| THE TASK |
Check each line below for the word "Rodrigo" and give the count alone.

:: DATA FOR THIS EXERCISE ::

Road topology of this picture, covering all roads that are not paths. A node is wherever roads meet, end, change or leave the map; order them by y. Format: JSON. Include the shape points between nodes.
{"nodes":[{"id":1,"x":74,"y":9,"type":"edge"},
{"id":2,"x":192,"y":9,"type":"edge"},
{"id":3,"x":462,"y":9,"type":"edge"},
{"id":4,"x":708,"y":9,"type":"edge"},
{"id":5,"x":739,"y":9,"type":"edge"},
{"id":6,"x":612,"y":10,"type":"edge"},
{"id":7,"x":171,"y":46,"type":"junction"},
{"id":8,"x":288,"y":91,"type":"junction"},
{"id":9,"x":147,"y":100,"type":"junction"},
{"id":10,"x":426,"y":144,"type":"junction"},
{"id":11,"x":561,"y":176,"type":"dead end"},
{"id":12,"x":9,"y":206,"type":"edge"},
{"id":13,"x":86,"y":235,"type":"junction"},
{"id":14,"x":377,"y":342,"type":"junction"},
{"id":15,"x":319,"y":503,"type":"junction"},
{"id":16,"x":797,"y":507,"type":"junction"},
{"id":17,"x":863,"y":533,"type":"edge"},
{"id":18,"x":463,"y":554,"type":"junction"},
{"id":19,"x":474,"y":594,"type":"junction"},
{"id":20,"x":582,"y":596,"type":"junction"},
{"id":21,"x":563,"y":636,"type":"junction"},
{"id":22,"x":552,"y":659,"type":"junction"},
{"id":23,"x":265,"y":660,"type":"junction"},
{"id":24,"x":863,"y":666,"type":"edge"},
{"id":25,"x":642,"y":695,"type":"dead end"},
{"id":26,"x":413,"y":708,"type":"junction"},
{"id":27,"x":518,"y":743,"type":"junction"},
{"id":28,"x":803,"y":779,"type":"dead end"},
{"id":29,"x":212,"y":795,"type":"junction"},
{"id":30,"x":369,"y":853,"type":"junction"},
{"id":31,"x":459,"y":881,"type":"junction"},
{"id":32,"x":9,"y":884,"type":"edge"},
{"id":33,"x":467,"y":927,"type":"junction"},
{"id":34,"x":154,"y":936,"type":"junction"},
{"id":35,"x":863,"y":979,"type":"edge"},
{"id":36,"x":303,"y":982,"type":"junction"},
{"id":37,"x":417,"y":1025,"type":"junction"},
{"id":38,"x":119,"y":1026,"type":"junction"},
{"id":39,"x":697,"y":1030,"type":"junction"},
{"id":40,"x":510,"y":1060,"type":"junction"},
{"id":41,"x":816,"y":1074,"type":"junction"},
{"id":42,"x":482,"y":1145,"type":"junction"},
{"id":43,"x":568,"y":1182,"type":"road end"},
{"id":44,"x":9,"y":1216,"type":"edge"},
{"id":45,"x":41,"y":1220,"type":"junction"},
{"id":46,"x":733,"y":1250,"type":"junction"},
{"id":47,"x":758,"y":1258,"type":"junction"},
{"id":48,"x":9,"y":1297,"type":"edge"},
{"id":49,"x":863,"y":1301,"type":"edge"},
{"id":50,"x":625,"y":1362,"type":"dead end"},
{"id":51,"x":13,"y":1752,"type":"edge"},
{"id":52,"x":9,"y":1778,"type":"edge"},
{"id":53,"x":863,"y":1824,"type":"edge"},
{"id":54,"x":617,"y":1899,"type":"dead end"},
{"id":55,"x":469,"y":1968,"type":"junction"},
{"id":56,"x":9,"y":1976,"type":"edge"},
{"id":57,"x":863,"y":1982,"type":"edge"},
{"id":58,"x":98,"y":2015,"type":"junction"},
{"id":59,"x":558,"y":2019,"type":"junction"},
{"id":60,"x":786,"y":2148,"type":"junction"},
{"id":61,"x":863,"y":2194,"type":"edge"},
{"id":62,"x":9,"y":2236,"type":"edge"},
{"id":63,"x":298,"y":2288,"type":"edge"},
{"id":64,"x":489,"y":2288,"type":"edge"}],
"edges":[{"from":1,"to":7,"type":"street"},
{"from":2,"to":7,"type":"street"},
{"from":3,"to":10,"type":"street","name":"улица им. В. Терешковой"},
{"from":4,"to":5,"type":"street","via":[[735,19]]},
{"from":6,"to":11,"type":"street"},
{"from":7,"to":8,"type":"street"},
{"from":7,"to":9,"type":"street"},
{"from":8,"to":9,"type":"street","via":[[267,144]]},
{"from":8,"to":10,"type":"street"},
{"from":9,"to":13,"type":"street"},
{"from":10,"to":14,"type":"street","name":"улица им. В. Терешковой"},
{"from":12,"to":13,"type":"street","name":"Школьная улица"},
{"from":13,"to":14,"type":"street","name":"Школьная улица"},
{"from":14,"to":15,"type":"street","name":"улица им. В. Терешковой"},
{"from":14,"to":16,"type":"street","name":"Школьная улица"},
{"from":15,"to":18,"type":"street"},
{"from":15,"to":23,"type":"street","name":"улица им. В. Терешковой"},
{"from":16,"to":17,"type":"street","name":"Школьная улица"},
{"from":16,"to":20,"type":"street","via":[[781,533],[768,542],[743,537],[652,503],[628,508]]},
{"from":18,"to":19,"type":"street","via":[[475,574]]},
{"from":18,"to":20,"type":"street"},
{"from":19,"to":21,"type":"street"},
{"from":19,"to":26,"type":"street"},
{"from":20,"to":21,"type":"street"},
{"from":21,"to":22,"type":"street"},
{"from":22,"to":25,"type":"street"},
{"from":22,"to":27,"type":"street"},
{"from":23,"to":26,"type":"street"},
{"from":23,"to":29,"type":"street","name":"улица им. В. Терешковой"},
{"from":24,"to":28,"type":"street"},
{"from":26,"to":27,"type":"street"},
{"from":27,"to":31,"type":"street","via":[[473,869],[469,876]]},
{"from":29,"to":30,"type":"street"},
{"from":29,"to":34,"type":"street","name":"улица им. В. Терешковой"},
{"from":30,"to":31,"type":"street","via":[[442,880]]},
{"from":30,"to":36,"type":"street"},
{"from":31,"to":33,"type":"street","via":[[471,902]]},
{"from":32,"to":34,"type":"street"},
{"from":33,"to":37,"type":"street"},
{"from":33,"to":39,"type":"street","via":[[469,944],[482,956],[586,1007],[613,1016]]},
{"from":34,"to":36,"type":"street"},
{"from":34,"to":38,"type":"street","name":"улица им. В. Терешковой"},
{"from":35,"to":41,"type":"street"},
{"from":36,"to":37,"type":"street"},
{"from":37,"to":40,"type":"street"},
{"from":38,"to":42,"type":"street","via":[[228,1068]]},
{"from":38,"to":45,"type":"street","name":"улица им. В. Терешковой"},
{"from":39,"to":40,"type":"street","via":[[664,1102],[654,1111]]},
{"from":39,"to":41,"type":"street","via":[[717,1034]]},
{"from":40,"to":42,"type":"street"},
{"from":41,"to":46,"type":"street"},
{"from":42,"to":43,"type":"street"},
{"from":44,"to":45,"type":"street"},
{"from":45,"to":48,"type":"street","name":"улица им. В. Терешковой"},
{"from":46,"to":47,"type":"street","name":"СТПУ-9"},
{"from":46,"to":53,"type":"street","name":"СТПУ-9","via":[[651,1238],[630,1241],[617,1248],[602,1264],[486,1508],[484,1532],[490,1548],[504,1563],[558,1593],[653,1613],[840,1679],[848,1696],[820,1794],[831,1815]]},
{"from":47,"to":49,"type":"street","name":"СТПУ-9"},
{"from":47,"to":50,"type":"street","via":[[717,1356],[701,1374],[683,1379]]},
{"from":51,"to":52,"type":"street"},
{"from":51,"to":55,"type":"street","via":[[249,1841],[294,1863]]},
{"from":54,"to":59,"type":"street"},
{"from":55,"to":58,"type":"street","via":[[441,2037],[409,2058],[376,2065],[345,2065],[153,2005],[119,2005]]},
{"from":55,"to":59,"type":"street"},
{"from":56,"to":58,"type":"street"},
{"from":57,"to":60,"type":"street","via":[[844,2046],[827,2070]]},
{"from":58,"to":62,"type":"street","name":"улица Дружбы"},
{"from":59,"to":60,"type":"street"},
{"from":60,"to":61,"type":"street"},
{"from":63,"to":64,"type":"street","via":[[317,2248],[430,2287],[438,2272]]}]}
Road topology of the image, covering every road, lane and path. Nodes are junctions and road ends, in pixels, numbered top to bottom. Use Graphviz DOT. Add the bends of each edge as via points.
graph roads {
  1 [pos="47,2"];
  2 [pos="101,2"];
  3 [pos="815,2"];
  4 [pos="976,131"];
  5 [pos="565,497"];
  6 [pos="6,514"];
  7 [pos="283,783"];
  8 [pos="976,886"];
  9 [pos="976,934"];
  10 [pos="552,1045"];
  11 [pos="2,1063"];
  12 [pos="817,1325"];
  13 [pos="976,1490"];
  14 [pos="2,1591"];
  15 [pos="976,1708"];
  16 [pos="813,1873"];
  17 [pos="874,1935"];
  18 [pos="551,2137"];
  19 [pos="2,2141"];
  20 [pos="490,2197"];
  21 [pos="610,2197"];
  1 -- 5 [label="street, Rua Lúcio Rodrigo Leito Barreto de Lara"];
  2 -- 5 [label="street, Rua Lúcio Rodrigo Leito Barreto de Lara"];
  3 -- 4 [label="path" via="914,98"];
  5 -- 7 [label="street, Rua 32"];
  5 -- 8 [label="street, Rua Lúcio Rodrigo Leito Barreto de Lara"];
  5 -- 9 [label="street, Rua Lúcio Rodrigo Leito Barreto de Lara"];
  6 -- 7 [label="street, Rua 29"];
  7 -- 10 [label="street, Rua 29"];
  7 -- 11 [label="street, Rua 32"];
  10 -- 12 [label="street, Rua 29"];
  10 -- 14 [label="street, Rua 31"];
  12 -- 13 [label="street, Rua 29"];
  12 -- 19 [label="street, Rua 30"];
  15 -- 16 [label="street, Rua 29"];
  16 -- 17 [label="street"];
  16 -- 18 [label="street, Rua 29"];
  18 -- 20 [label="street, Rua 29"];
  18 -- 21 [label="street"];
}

:::

| TASK RESPONSE |
4